FRIENDS IN HIGH PLACES

Wolfensohn was nominated to the World Bank post by President Bill Clinton in March 1995 to replace the ailing Lewis Preston. At age 61, Wolfensohn became the fourth president since Robert McNamara, the former U.S. defense secretary who created the modern World Bank before stepping down in 1981 after 13 years in office. Wolfensohn had long craved the job; he even shed his Australian nationality and became a U.S. citizen when the prospect of a nomination first emerged 21 years ago. Traditionally, the presidency of the bank is reserved for an American, much as Western European governments choose the head of the International Monetary Fund (IMF). The job is regarded as important enough for the decision to be made not by the Treasury Department, which handles most U.S. dealings with the bank, but by the White House, which invariably chooses candidates with connections to the U.S. political establishment.

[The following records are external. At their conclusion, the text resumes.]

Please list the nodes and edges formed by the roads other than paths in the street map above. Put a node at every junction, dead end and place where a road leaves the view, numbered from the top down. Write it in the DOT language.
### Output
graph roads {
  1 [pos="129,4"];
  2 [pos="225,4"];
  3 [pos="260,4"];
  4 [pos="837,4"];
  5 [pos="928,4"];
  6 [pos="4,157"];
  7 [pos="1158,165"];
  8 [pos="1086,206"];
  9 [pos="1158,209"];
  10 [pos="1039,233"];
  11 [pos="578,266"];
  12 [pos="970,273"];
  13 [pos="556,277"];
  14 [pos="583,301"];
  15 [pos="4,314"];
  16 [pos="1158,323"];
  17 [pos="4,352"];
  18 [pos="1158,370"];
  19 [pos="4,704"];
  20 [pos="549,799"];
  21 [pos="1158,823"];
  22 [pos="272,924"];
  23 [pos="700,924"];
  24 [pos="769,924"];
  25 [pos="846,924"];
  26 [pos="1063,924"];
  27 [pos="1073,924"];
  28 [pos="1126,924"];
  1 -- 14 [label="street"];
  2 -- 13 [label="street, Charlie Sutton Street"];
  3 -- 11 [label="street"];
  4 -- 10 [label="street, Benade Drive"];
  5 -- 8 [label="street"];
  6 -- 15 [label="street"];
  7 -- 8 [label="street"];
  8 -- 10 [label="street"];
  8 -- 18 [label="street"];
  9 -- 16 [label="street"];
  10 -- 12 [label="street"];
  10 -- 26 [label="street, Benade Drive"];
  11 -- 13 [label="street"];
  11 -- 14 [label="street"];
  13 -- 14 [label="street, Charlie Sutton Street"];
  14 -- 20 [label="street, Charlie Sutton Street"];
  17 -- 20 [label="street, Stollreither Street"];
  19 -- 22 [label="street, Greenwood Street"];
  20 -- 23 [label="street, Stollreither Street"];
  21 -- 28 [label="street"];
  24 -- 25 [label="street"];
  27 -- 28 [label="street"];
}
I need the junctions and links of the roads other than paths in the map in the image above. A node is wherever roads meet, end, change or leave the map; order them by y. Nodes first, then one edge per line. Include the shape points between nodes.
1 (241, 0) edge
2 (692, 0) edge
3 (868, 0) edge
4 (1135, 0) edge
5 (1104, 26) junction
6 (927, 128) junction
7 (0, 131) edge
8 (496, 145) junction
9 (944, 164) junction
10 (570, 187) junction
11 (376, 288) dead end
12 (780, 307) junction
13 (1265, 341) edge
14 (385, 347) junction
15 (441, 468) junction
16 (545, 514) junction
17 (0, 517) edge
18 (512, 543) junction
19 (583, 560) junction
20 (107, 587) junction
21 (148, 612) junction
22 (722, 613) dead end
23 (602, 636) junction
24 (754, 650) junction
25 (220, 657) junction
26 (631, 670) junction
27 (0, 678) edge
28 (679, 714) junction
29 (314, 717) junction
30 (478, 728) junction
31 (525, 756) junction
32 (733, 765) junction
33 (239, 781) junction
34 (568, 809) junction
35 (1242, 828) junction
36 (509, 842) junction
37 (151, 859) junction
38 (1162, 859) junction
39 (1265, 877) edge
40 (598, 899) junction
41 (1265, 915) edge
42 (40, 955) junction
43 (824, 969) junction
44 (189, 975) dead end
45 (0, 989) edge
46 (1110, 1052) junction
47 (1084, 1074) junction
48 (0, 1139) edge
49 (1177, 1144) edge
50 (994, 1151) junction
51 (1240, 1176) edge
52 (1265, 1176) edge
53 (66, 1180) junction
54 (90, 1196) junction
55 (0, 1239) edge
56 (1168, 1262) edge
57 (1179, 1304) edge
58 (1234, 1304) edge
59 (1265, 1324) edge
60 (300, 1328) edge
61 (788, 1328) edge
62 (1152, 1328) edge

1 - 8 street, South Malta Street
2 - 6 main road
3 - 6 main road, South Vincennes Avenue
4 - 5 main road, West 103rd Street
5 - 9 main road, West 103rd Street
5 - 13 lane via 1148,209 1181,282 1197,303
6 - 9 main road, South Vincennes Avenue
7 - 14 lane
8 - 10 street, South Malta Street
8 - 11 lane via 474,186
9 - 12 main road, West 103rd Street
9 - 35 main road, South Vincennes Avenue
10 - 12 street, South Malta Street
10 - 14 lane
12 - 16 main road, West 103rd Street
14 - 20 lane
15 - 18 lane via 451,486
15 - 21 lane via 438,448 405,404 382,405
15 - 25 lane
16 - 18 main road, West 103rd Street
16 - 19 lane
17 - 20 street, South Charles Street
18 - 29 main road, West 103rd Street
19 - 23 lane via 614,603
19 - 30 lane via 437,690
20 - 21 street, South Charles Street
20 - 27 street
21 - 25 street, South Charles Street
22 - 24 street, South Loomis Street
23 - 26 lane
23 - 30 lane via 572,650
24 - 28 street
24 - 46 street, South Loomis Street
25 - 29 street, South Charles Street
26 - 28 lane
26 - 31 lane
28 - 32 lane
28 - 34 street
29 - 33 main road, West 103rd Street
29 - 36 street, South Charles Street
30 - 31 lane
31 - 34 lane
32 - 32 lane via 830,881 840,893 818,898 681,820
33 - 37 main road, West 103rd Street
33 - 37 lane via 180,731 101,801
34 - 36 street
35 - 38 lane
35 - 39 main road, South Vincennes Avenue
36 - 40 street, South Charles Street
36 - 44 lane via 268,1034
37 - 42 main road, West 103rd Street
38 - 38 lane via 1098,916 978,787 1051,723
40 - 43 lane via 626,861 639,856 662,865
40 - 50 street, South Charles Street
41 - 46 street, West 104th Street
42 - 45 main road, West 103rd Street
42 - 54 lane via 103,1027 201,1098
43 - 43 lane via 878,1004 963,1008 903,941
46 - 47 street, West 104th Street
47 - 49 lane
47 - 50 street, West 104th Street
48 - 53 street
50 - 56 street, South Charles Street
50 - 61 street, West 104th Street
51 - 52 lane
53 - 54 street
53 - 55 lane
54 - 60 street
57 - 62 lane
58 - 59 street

When Clinton nominated him, the U.S. president described Wolfensohn, who made a fortune running his own boutique investment bank advising multinational corporations, as having "a long-standing, broad and active interest in the developing world and development issues."Wolfensohn indeed was admired widely for the attention he devoted, if not exactly to international development, to a variety of philanthropic causes, such as New York’s Carnegie Hall and the Kennedy Center for the Performing Arts in Washington, D.C. He was chairman of both institutions and excelled at fundraising. If his experience in development was limited, then he was little different from most of his predecessors. "[Wolfensohn] wouldn’t be the first lousy World Bank president,"says Ricardo Hausmann, an economics professor at Harvard University and former chief economist at the Inter-American Development Bank. "This is a consistent pattern. Part of the pattern has to do with the way that the Americans choose the president… It’s quite structural and it’s to do with the fact that there is little open competition in the process of nomination." In fact, many past presidents also came to the position late in life and without a background in the job. "These people are trying to learn what development is in their 60s," Hausmann says.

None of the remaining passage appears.